What am I doing wrong? Who knows about eggs and proper cracking? What type of eggs are the best? Does storage make a difference?

I have egg problems and need serious help.

hellojello
11-06-2005, 08:35 PM
I keep my eggs in the fridge, only buy free-range and rarely have this happen. so yeah, don't know what you're doing wrong, ya freeeak!

jackrock
11-06-2005, 08:47 PM
try cracking it lighter, and bring it closer to the pan (or whatever utensil) so it doesnt have such a huge .. mmmmmmmm DROP!! :D

yeahwho
11-06-2005, 08:52 PM
I've tried both ways, cracking them hard and cracking them soft. I watch these grill chefs juggle 'em then crack the one handed all the while never breaking an yoke.

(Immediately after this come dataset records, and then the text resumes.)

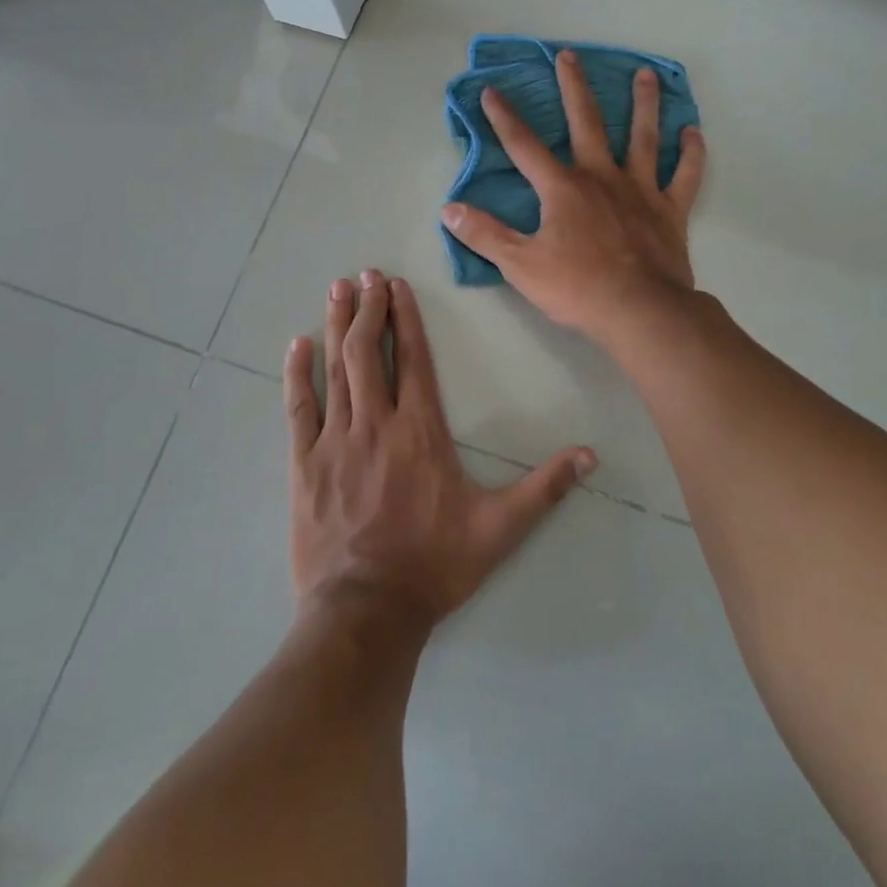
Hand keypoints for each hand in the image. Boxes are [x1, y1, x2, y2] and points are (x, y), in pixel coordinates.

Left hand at [285, 270, 596, 628]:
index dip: (406, 317)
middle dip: (368, 308)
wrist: (366, 612)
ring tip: (337, 290)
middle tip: (365, 274)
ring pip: (337, 369)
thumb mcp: (500, 528)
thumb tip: (590, 456)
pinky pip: (299, 409)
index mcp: (421, 431)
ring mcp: (336, 441)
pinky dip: (297, 374)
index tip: (396, 284)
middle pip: (370, 352)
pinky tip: (296, 345)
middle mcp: (376, 423)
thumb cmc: (434, 565)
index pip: (414, 359)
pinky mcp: (305, 464)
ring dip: (337, 326)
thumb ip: (544, 489)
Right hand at [439, 50, 705, 342]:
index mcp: (562, 188)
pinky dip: (690, 153)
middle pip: (586, 122)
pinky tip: (693, 131)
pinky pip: (684, 175)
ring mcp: (639, 190)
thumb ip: (484, 234)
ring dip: (643, 104)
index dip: (504, 117)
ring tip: (645, 74)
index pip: (524, 146)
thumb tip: (449, 209)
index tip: (492, 90)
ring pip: (642, 137)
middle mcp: (601, 177)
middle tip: (569, 56)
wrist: (639, 311)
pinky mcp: (669, 210)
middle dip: (573, 88)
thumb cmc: (577, 287)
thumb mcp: (519, 264)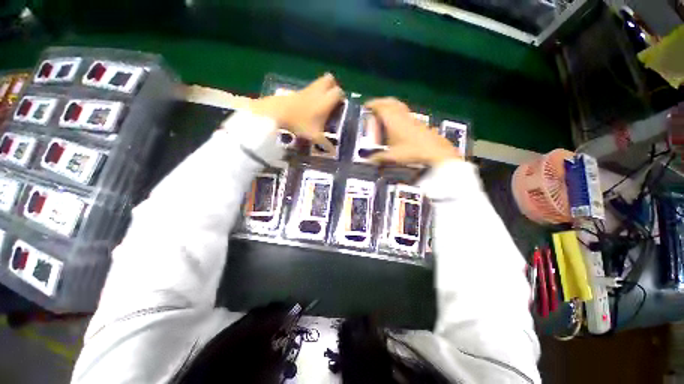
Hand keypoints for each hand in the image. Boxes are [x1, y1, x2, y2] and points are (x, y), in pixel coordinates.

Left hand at [250, 73, 343, 152]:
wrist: (278, 113)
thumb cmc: (300, 124)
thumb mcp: (315, 137)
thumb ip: (326, 144)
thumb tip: (334, 153)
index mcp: (325, 102)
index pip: (339, 92)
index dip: (342, 98)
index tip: (341, 107)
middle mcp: (318, 92)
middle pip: (330, 80)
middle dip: (334, 87)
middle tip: (333, 100)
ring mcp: (307, 89)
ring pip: (319, 82)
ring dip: (323, 89)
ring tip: (322, 103)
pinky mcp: (298, 91)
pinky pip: (310, 88)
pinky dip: (313, 93)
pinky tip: (310, 106)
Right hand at [365, 98, 461, 165]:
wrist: (435, 152)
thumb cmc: (412, 152)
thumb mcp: (392, 157)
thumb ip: (379, 158)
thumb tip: (369, 160)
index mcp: (393, 121)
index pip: (381, 107)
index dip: (372, 104)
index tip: (366, 106)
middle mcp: (402, 116)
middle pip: (390, 102)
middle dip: (381, 102)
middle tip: (374, 107)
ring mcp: (411, 118)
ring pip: (398, 106)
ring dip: (390, 107)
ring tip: (383, 114)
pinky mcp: (418, 123)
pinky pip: (405, 113)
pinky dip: (397, 113)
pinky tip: (396, 124)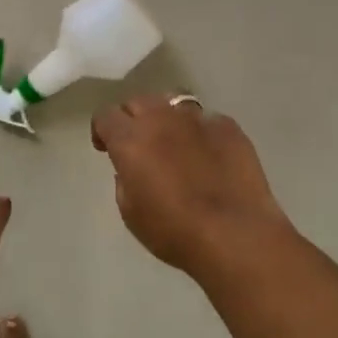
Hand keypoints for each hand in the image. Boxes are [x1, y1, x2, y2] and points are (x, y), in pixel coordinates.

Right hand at [91, 96, 292, 277]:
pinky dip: (201, 133)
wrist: (236, 235)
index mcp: (130, 140)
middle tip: (138, 144)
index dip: (102, 130)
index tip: (105, 148)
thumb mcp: (131, 213)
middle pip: (138, 101)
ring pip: (173, 102)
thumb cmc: (175, 231)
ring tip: (174, 142)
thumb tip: (130, 169)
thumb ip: (124, 181)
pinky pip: (207, 120)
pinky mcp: (228, 127)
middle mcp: (161, 119)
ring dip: (166, 119)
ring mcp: (197, 119)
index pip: (106, 115)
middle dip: (132, 118)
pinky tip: (209, 155)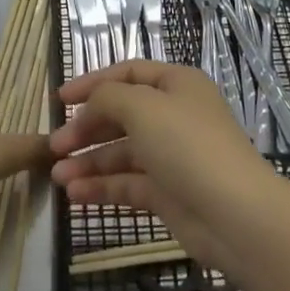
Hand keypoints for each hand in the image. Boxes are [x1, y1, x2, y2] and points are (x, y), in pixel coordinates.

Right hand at [50, 60, 289, 270]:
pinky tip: (75, 194)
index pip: (127, 74)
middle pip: (120, 115)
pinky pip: (127, 183)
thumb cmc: (187, 146)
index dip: (92, 83)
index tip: (59, 99)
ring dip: (88, 162)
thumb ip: (107, 97)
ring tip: (57, 176)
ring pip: (121, 153)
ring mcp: (171, 156)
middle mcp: (174, 116)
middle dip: (85, 129)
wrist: (235, 216)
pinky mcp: (168, 193)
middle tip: (54, 145)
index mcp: (176, 85)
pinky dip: (101, 187)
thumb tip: (91, 104)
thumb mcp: (142, 107)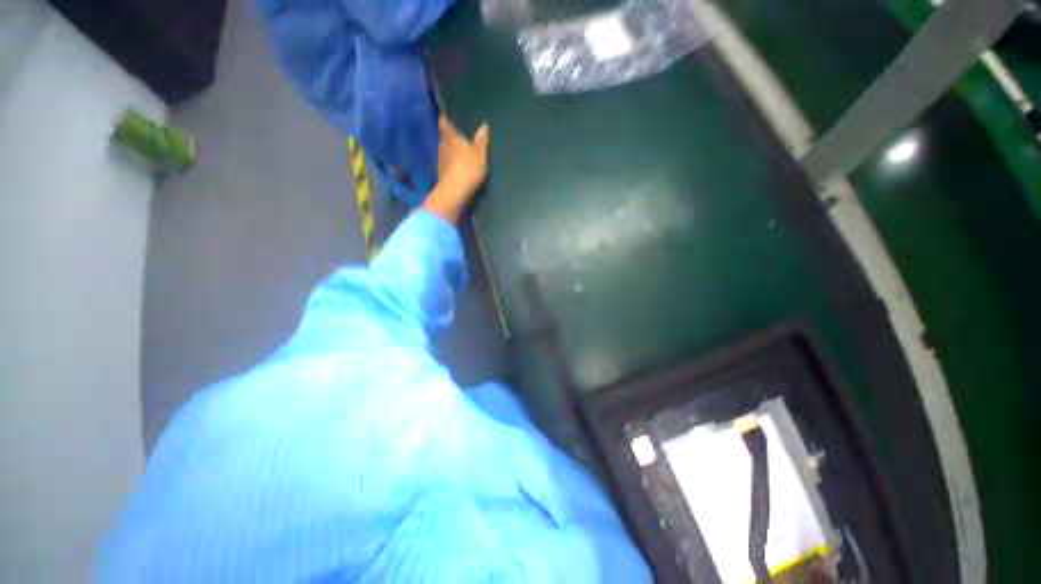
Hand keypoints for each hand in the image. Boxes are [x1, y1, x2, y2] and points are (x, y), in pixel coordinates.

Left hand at [422, 116, 490, 223]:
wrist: (454, 192)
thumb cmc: (468, 169)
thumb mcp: (480, 155)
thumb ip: (481, 140)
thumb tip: (483, 125)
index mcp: (451, 136)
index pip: (445, 121)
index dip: (447, 116)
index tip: (450, 113)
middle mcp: (442, 144)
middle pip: (444, 134)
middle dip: (449, 132)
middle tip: (458, 130)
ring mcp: (440, 159)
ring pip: (444, 148)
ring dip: (450, 147)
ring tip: (459, 147)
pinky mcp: (441, 172)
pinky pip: (445, 161)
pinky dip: (450, 160)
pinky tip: (456, 163)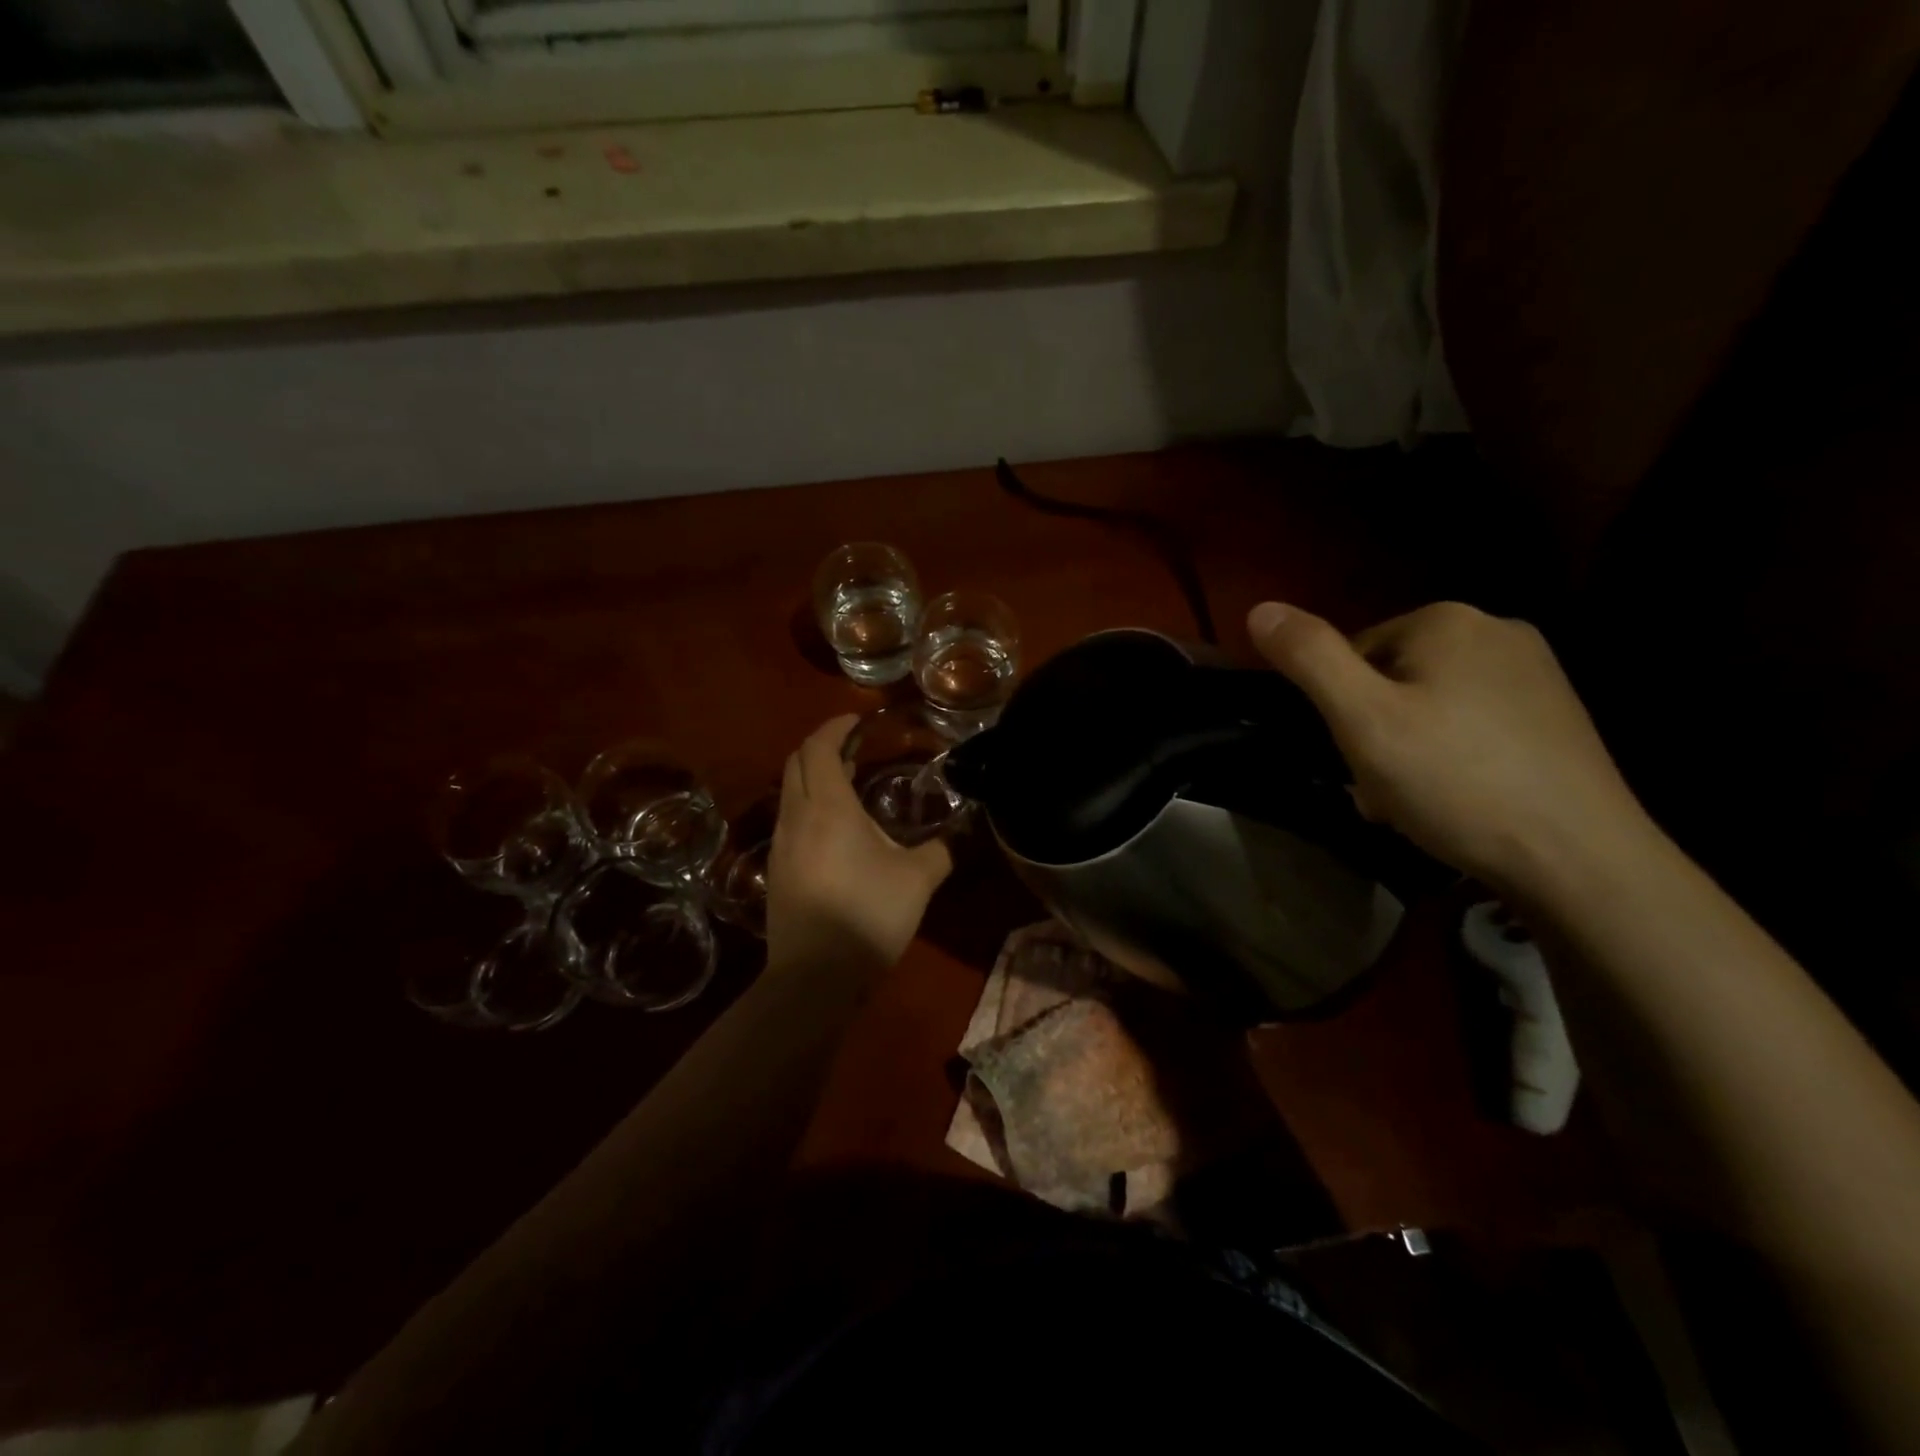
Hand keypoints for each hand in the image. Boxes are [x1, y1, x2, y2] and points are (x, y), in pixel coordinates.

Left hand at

Sunnyside up is getting expensive over here at my place.

I'll try and buy some free range eggs.

jackrock
11-06-2005, 09:13 PM
good luck!

yeahwho
11-06-2005, 09:19 PM
What's your percentage of perfect yokes? Maybe 50% is good. I'm wondering if anybody other than a pro chef actually gets better than 90%.

That's what I should've made this topic, eggs and whole yoke percentages.

Documad
11-06-2005, 09:39 PM
I rarely break the yolk. I poach my eggs and a broken yolk is useless.

I buy the supermarket white eggs, large. I crack them lightly on something with a sharpish edge and then I put them in a little pyrex bowl so that I know they're okay before I pour them gently into the pan. I think the brown eggs with the harder shells are much more difficult to crack without breaking the yolk.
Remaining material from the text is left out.